The WALK ASSEMBLY program analyzes the products, shape representations, and relations in a STEP file to identify assembly structures. Once the structures have been identified, the program walks the structure printing a description of the key objects.

Assemblies are probably the most complex structure in STEP data sets. To process them correctly, you must look at relationships between products and relationships between shapes, watch for two different ways of describing placement of components (mapped item and context dependent shape reps), and resolve other indirections.

This sample program uses assembly extension functions to identify the assembly structures and annotate the STEP data with backpointers to all the relevant pieces of an assembly.

The stix_asm_tag function builds an index on the assembly data.

class StixMgrAsmProduct	==> on product_definition
class StixMgrAsmShapeRep ==> on shape_representation
class StixMgrAsmRelation ==> on shape_representation_relationship or mapped_item

Each of these contains arrays of backpointers, flags, and other information.

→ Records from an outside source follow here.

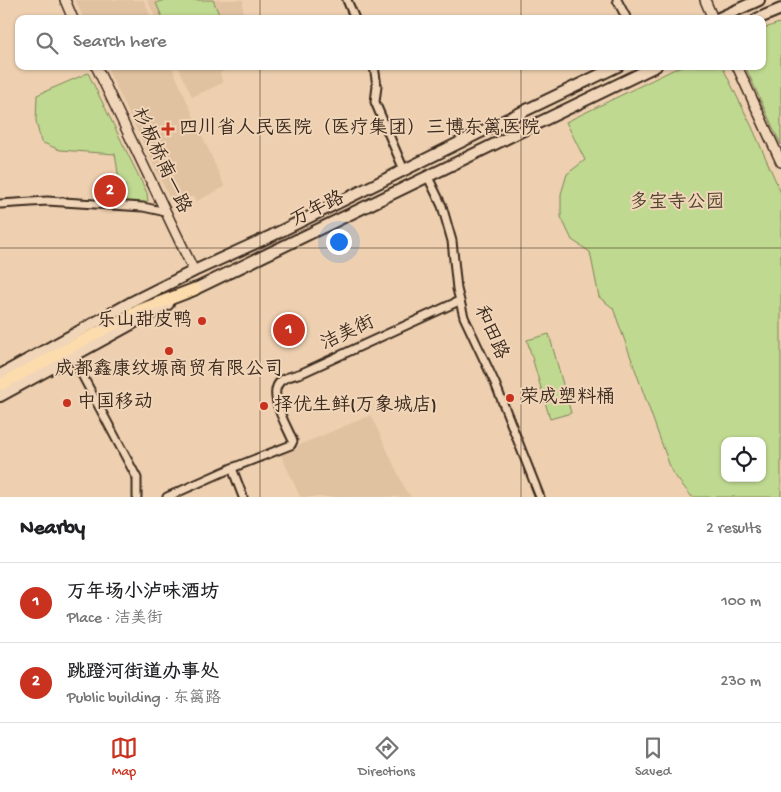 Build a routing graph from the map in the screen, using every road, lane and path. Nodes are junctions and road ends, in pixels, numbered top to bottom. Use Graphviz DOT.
graph roads {
  1 [pos="64,0"];
  2 [pos="347,0"];
  3 [pos="618,0"];
  4 [pos="704,0"];
  5 [pos="759,0"];
  6 [pos="781,9"];
  7 [pos="72,15"];
  8 [pos="353,15"];
  9 [pos="625,15"];
  10 [pos="711,15"];
  11 [pos="726,15"];
  12 [pos="766,15"];
  13 [pos="98,70"];
  14 [pos="375,70"];
  15 [pos="610,70"];
  16 [pos="648,70"];
  17 [pos="739,70"];
  18 [pos="781,162"];
  19 [pos="404,170"];
  20 [pos="428,177"];
  21 [pos="0,204"];
  22 [pos="166,212"];
  23 [pos="194,271"];
  24 [pos="195,289"];
  25 [pos="459,301"];
  26 [pos="72,356"];
  27 [pos="0,375"];
  28 [pos="0,385"];
  29 [pos="0,396"];
  30 [pos="232,468"];
  31 [pos="138,497"];
  32 [pos="167,497"];
  33 [pos="243,497"];
  34 [pos="540,497"];
  1 -- 7 [label="street"];
  2 -- 8 [label="street"];
  3 -- 9 [label="street"];
  4 -- 10 [label="street"];
  5 -- 11 [label="main road"];
  6 -- 12 [label="main road"];
  13 -- 22 [label="street, 杉板桥南一路"];
  14 -- 19 [label="street"];
  15 -- 19 [label="main road, 万年路"];
  16 -- 20 [label="main road, 万年路"];
  17 -- 18 [label="street"];
  19 -- 23 [label="main road, 万年路"];
  20 -- 24 [label="main road, 万年路"];
  20 -- 25 [label="street, 和田路"];
  21 -- 22 [label="street"];
  22 -- 23 [label="street, 杉板桥南一路"];
  23 -- 27 [label="main road, 万年路"];
  24 -- 26 [label="main road, 万年路"];
  24 -- 28 [label="highway"];
  25 -- 30 [label="street, 洁美街"];
  25 -- 34 [label="street, 和田路"];
  26 -- 29 [label="main road, 万年路"];
  26 -- 31 [label="street"];
  30 -- 32 [label="street"];
  30 -- 33 [label="street"];
} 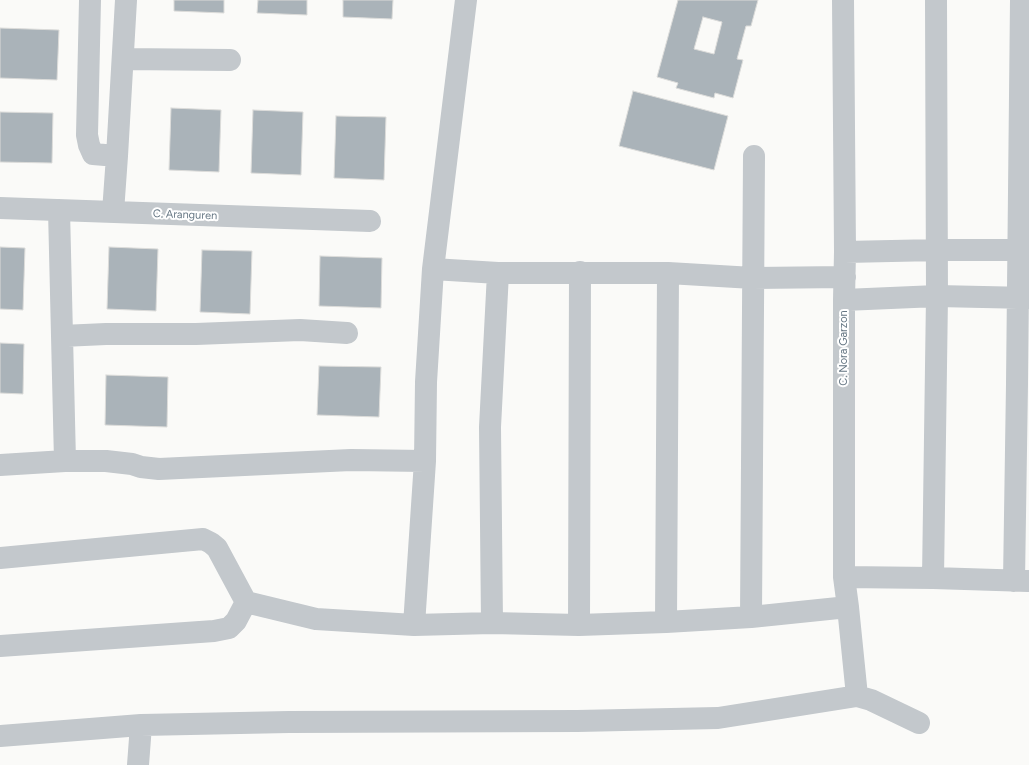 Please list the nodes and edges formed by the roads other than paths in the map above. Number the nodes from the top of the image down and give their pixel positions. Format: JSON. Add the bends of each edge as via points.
{"nodes":[{"id":1,"x":90,"y":0,"type":"edge"},
{"id":2,"x":126,"y":0,"type":"edge"},
{"id":3,"x":466,"y":0,"type":"edge"},
{"id":4,"x":843,"y":0,"type":"edge"},
{"id":5,"x":936,"y":0,"type":"edge"},
{"id":6,"x":1021,"y":0,"type":"edge"},
{"id":7,"x":123,"y":59,"type":"junction"},
{"id":8,"x":230,"y":60,"type":"dead end"},
{"id":9,"x":118,"y":156,"type":"junction"},
{"id":10,"x":754,"y":156,"type":"dead end"},
{"id":11,"x":0,"y":208,"type":"edge"},
{"id":12,"x":59,"y":210,"type":"junction"},
{"id":13,"x":113,"y":212,"type":"junction"},
{"id":14,"x":370,"y":221,"type":"dead end"},
{"id":15,"x":938,"y":250,"type":"junction"},
{"id":16,"x":1024,"y":250,"type":"edge"},
{"id":17,"x":845,"y":252,"type":"junction"},
{"id":18,"x":433,"y":269,"type":"junction"},
{"id":19,"x":580,"y":272,"type":"junction"},
{"id":20,"x":498,"y":273,"type":"junction"},
{"id":21,"x":668,"y":273,"type":"junction"},
{"id":22,"x":753,"y":278,"type":"junction"},
{"id":23,"x":845,"y":278,"type":"junction"},
{"id":24,"x":938,"y":296,"type":"junction"},
{"id":25,"x":1023,"y":298,"type":"edge"},
{"id":26,"x":844,"y":300,"type":"junction"},
{"id":27,"x":347,"y":333,"type":"dead end"},
{"id":28,"x":62,"y":336,"type":"junction"},
{"id":29,"x":65,"y":461,"type":"junction"},
{"id":30,"x":425,"y":461,"type":"junction"},
{"id":31,"x":0,"y":465,"type":"edge"},
{"id":32,"x":0,"y":558,"type":"edge"},
{"id":33,"x":844,"y":577,"type":"junction"},
{"id":34,"x":932,"y":578,"type":"junction"},
{"id":35,"x":1022,"y":581,"type":"edge"},
{"id":36,"x":246,"y":602,"type":"junction"},
{"id":37,"x":848,"y":607,"type":"junction"},
{"id":38,"x":751,"y":617,"type":"junction"},
{"id":39,"x":666,"y":622,"type":"junction"},
{"id":40,"x":492,"y":623,"type":"junction"},
{"id":41,"x":579,"y":624,"type":"junction"},
{"id":42,"x":414,"y":625,"type":"junction"},
{"id":43,"x":0,"y":646,"type":"edge"},
{"id":44,"x":857,"y":696,"type":"junction"},
{"id":45,"x":919,"y":723,"type":"dead end"},
{"id":46,"x":141,"y":725,"type":"junction"},
{"id":47,"x":0,"y":736,"type":"edge"},
{"id":48,"x":138,"y":765,"type":"edge"}],
"edges":[{"from":1,"to":9,"type":"street","via":[[87,134],[93,154]]},
{"from":2,"to":7,"type":"street"},
{"from":3,"to":18,"type":"street"},
{"from":4,"to":17,"type":"street","name":"C. Nora Garzon"},
{"from":5,"to":15,"type":"street"},
{"from":6,"to":16,"type":"street"},
{"from":7,"to":8,"type":"street"},
{"from":7,"to":9,"type":"street"},
{"from":9,"to":13,"type":"street"},
{"from":10,"to":22,"type":"street"},
{"from":11,"to":12,"type":"street","name":"C. Aranguren"},
{"from":12,"to":13,"type":"street","name":"C. Aranguren"},
{"from":12,"to":28,"type":"street"},
{"from":13,"to":14,"type":"street","name":"C. Aranguren"},
{"from":15,"to":16,"type":"street"},
{"from":15,"to":17,"type":"street"},
{"from":15,"to":24,"type":"street"},
{"from":16,"to":25,"type":"street"},
{"from":17,"to":23,"type":"street","name":"C. Nora Garzon"},
{"from":18,"to":20,"type":"street"},
{"from":18,"to":30,"type":"street","via":[[426,382]]},
{"from":19,"to":20,"type":"street"},
{"from":19,"to":21,"type":"street"},
{"from":19,"to":41,"type":"street"},
{"from":20,"to":40,"type":"street","via":[[490,427]]},
{"from":21,"to":22,"type":"street"},
{"from":21,"to":39,"type":"street"},
{"from":22,"to":23,"type":"street"},
{"from":22,"to":38,"type":"street"},
{"from":23,"to":26,"type":"street","name":"C. Nora Garzon"},
{"from":24,"to":25,"type":"street"},
{"from":24,"to":26,"type":"street"},
{"from":24,"to":34,"type":"street"},
{"from":25,"to":35,"type":"street"},
{"from":26,"to":33,"type":"street","name":"C. Nora Garzon"},
{"from":27,"to":28,"type":"street","via":[[300,330]]},
{"from":28,"to":29,"type":"street"},
{"from":29,"to":30,"type":"street","via":[[115,462],[159,469],[351,460]]},
{"from":29,"to":31,"type":"street"},
{"from":30,"to":42,"type":"street"},
{"from":32,"to":36,"type":"street","via":[[203,539],[217,548]]},
{"from":33,"to":34,"type":"street"},
{"from":33,"to":37,"type":"street","name":"C. Nora Garzon"},
{"from":34,"to":35,"type":"street"},
{"from":36,"to":42,"type":"street","via":[[316,619]]},
{"from":36,"to":43,"type":"street","via":[[236,621],[229,628],[214,631]]},
{"from":37,"to":38,"type":"street"},
{"from":37,"to":44,"type":"street","name":"C. Nora Garzon"},
{"from":38,"to":39,"type":"street"},
{"from":39,"to":41,"type":"street"},
{"from":40,"to":41,"type":"street"},
{"from":40,"to":42,"type":"street"},
{"from":44,"to":45,"type":"street"},
{"from":44,"to":46,"type":"street","via":[[718,718]]},
{"from":46,"to":47,"type":"street"},
{"from":46,"to":48,"type":"street"}]} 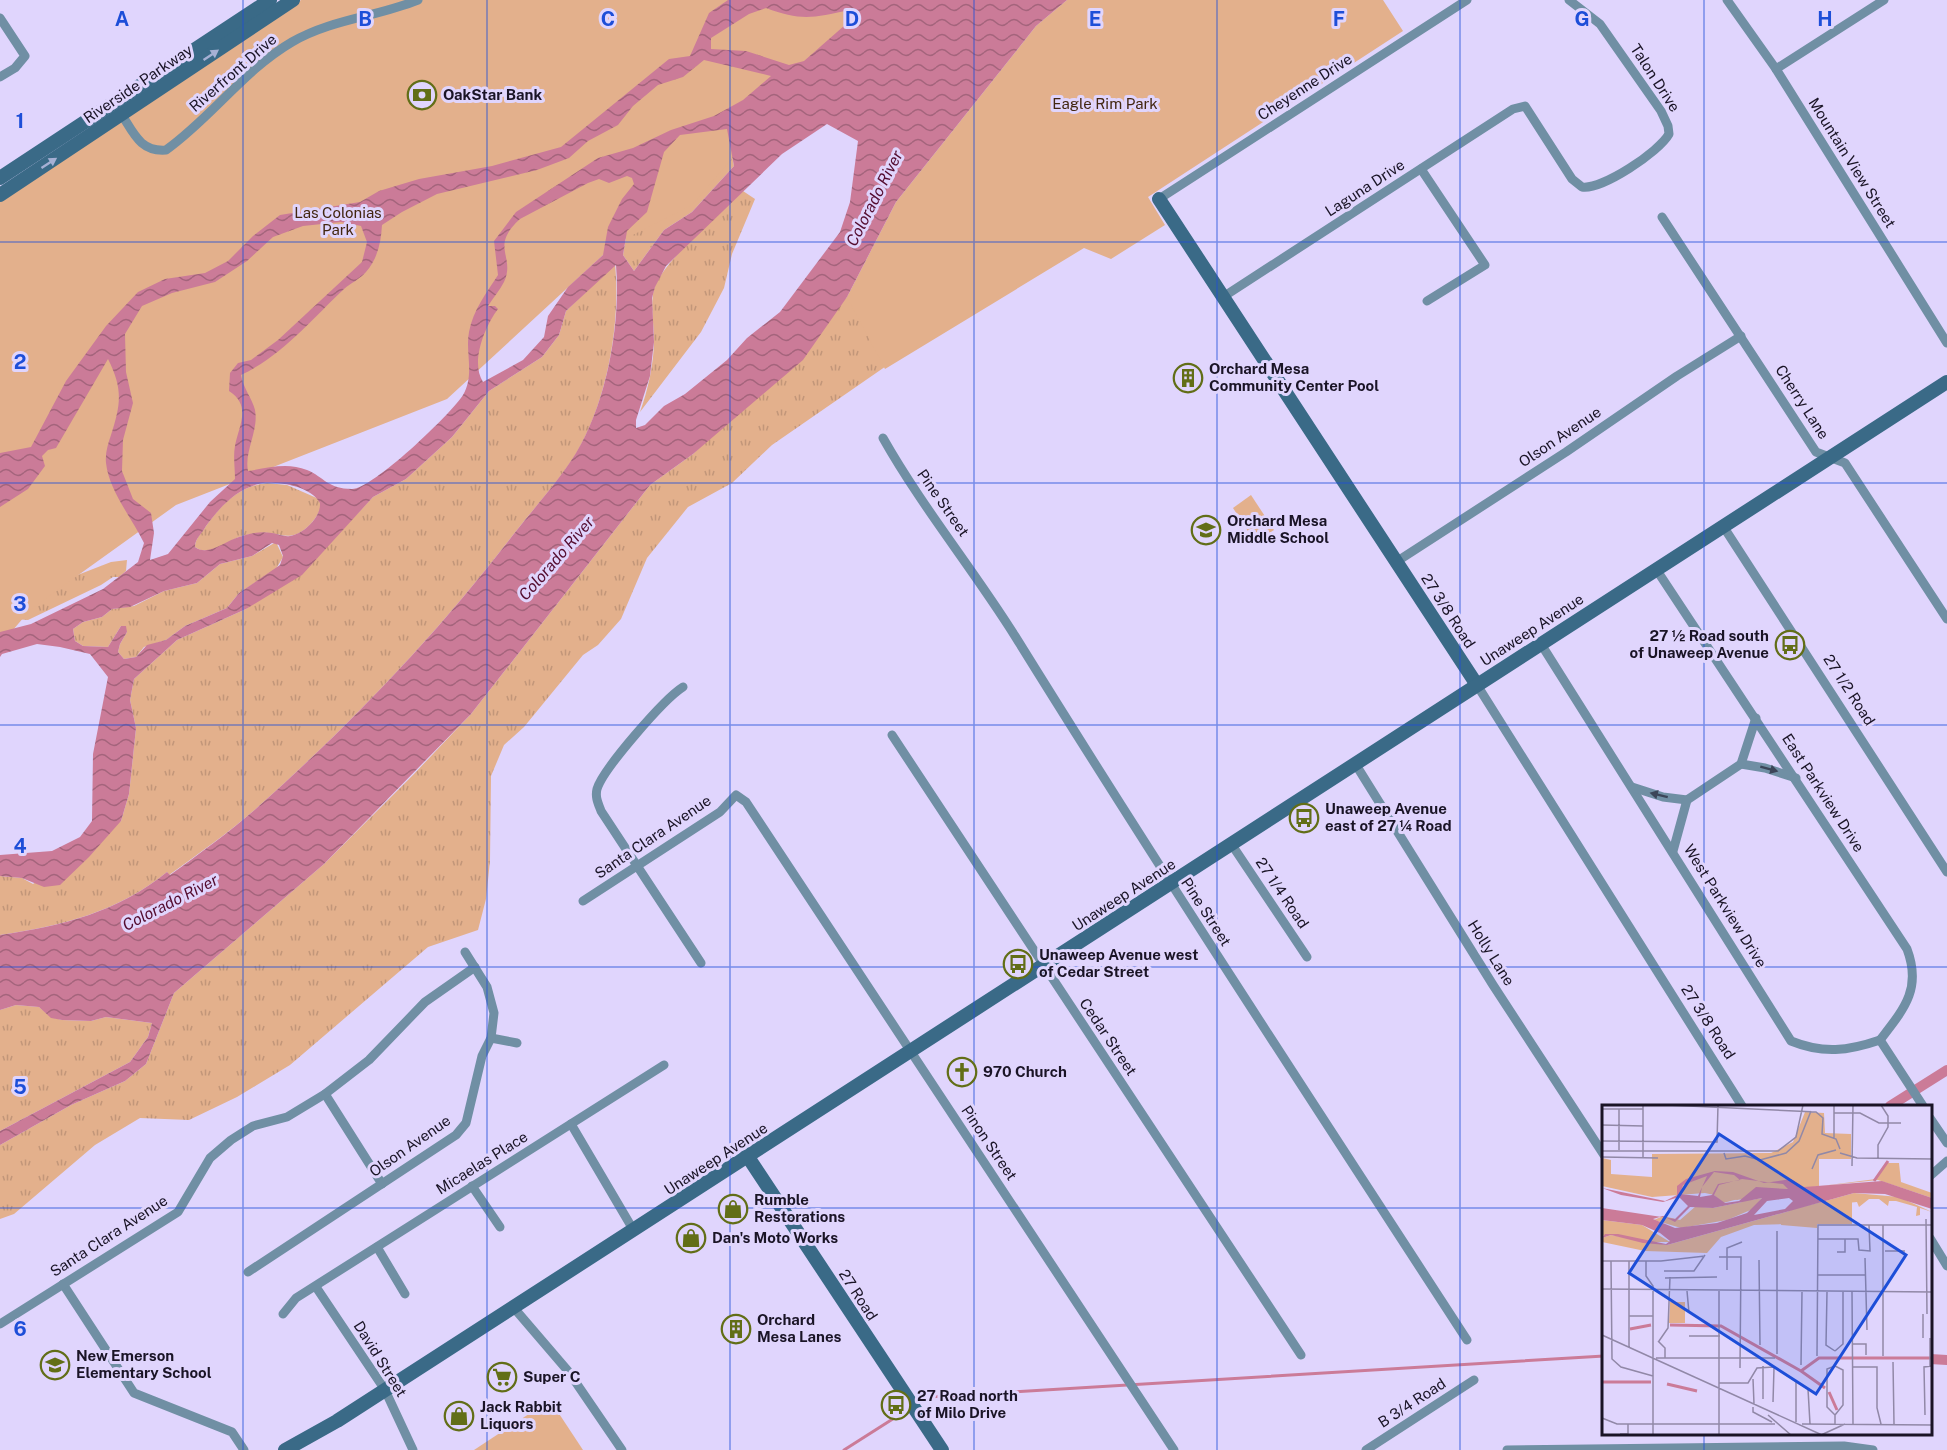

Each also defines a static find() function that you can use to retrieve the manager for a given object

stp_product_definition * pdef
StixMgrAsmProduct * mgr;

// retrieve assembly backpointers for product definition obj
mgr = StixMgrAsmProduct::find(pdef);

Run the walkasm program on the command line. The sample dataset walkasm_in.stp contains assemblies. The walkasm program prints an indented list showing all of the assembly structures. The sample report output is shown in the file walkasm_out.txt.